Tuen Mun Progoal
- Full name: Tuen Mun Progoal Football Club
- Founded: 2008
- Dissolved: 2009
- Advisor: Yam Wai Hung
- League: Hong Kong First Division
- 2009–10: Disqualified

= Tuen Mun Progoal FC =

Tuen Mun Progoal Football Club (屯門普高足球會) was a Hong Kong football club which played in the Hong Kong First Division League in the 2008–09 and 2009–10 season.

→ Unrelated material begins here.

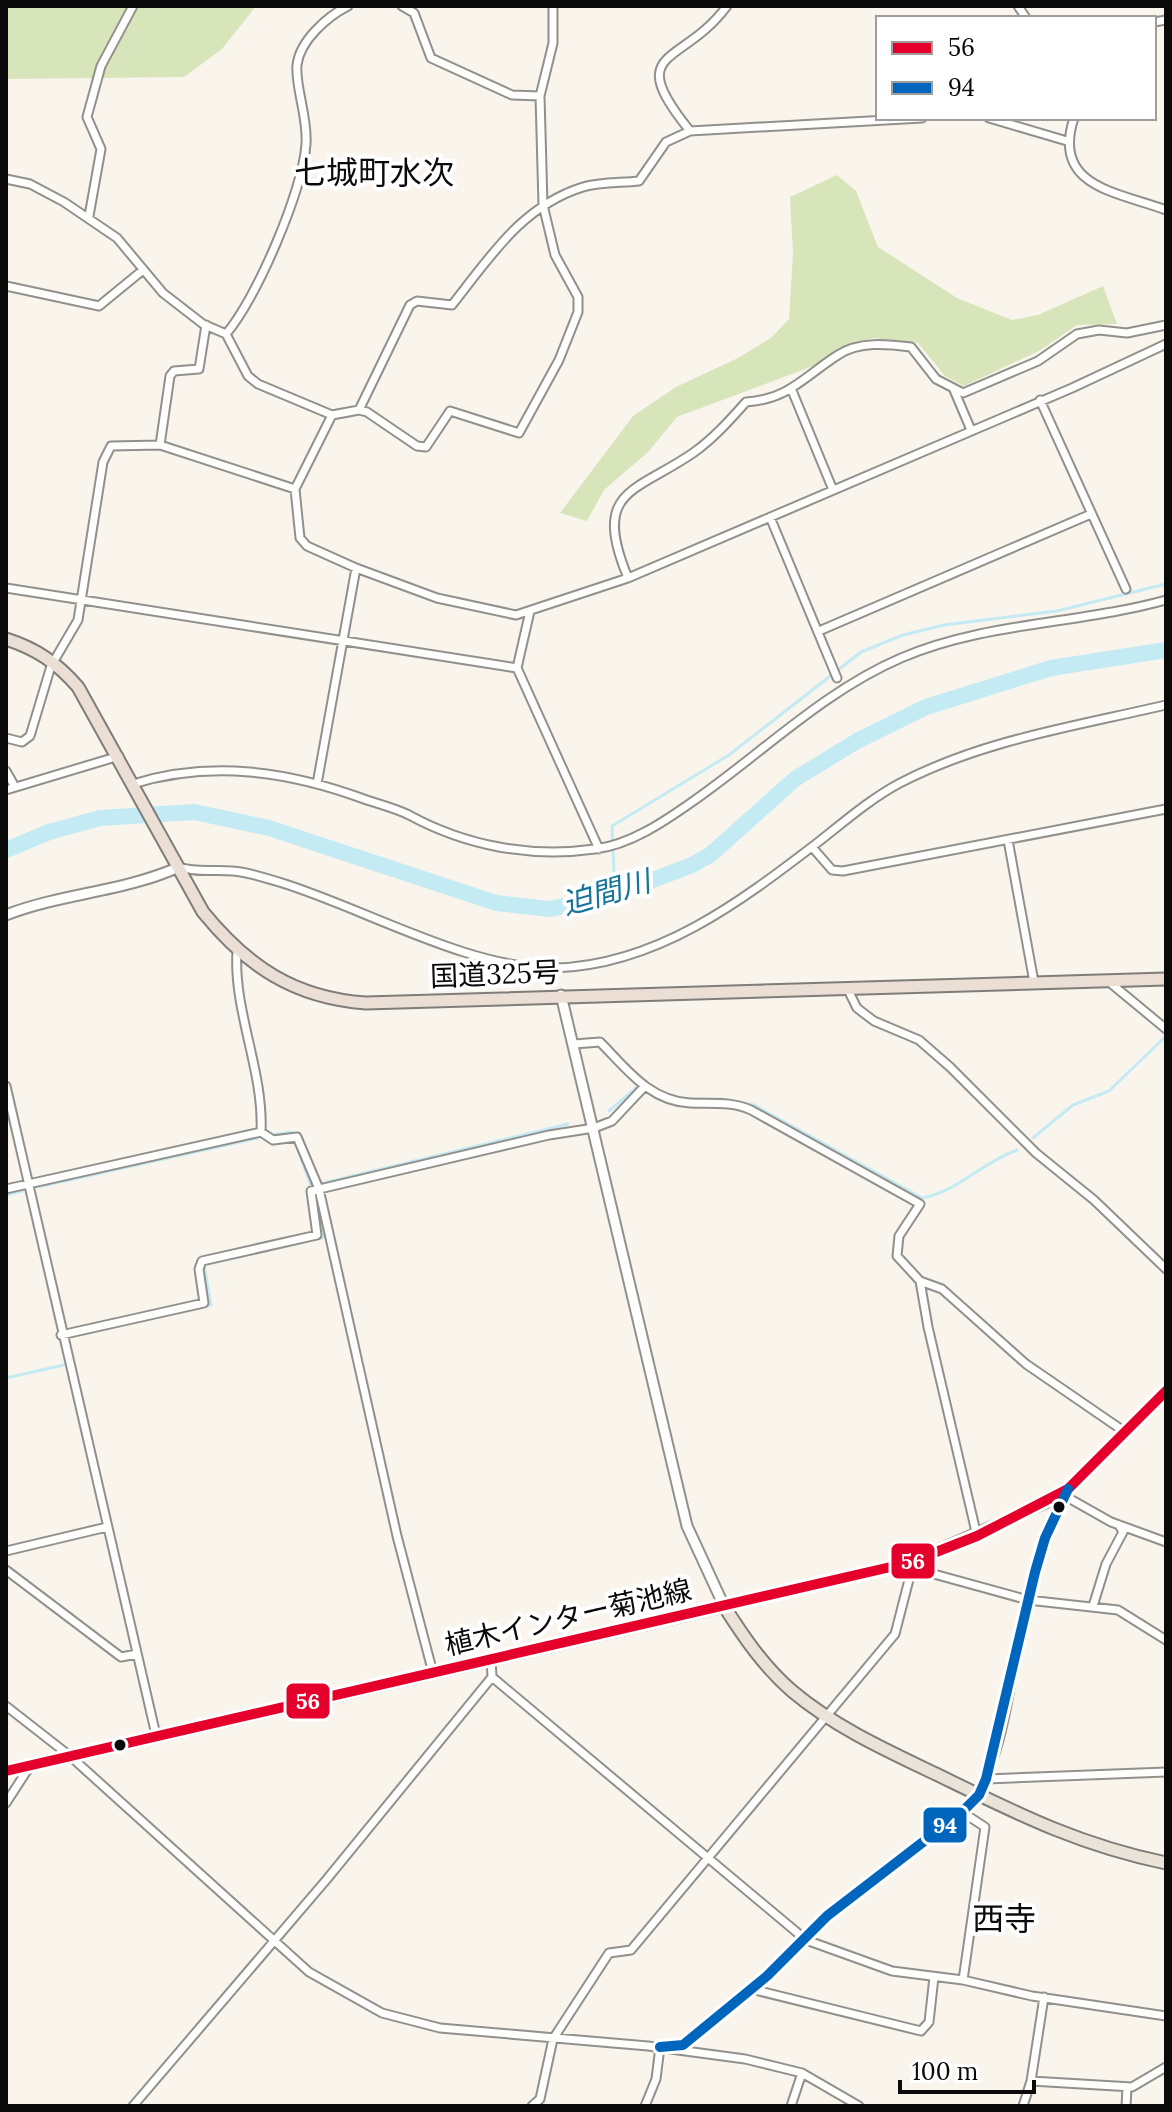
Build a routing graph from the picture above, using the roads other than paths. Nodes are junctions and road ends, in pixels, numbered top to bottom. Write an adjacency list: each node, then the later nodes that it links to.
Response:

It borrowed the entities of Shek Kip Mei to compete in the league.

==Match-fixing controversy==
The Hong Kong Football Association said that it will seek help from the Independent Commission Against Corruption over claims that the match between Happy Valley and Tuen Mun Progoal on 30 March 2009, in which Progoal conceded four goals in the last seven minutes and lost 1–5, was fixed.

==Expulsion from Hong Kong First Division League==
The Hong Kong Football Association announced on 27 November 2009 that the club was expulsed from the league competition with immediate effect due to default in payments to players insurance to the HKFA. As a result, the club's remaining schedules in the 2009–10 season (sans disciplinary record and which remains intact) have been declared vacant and the players are eligible for free transfers.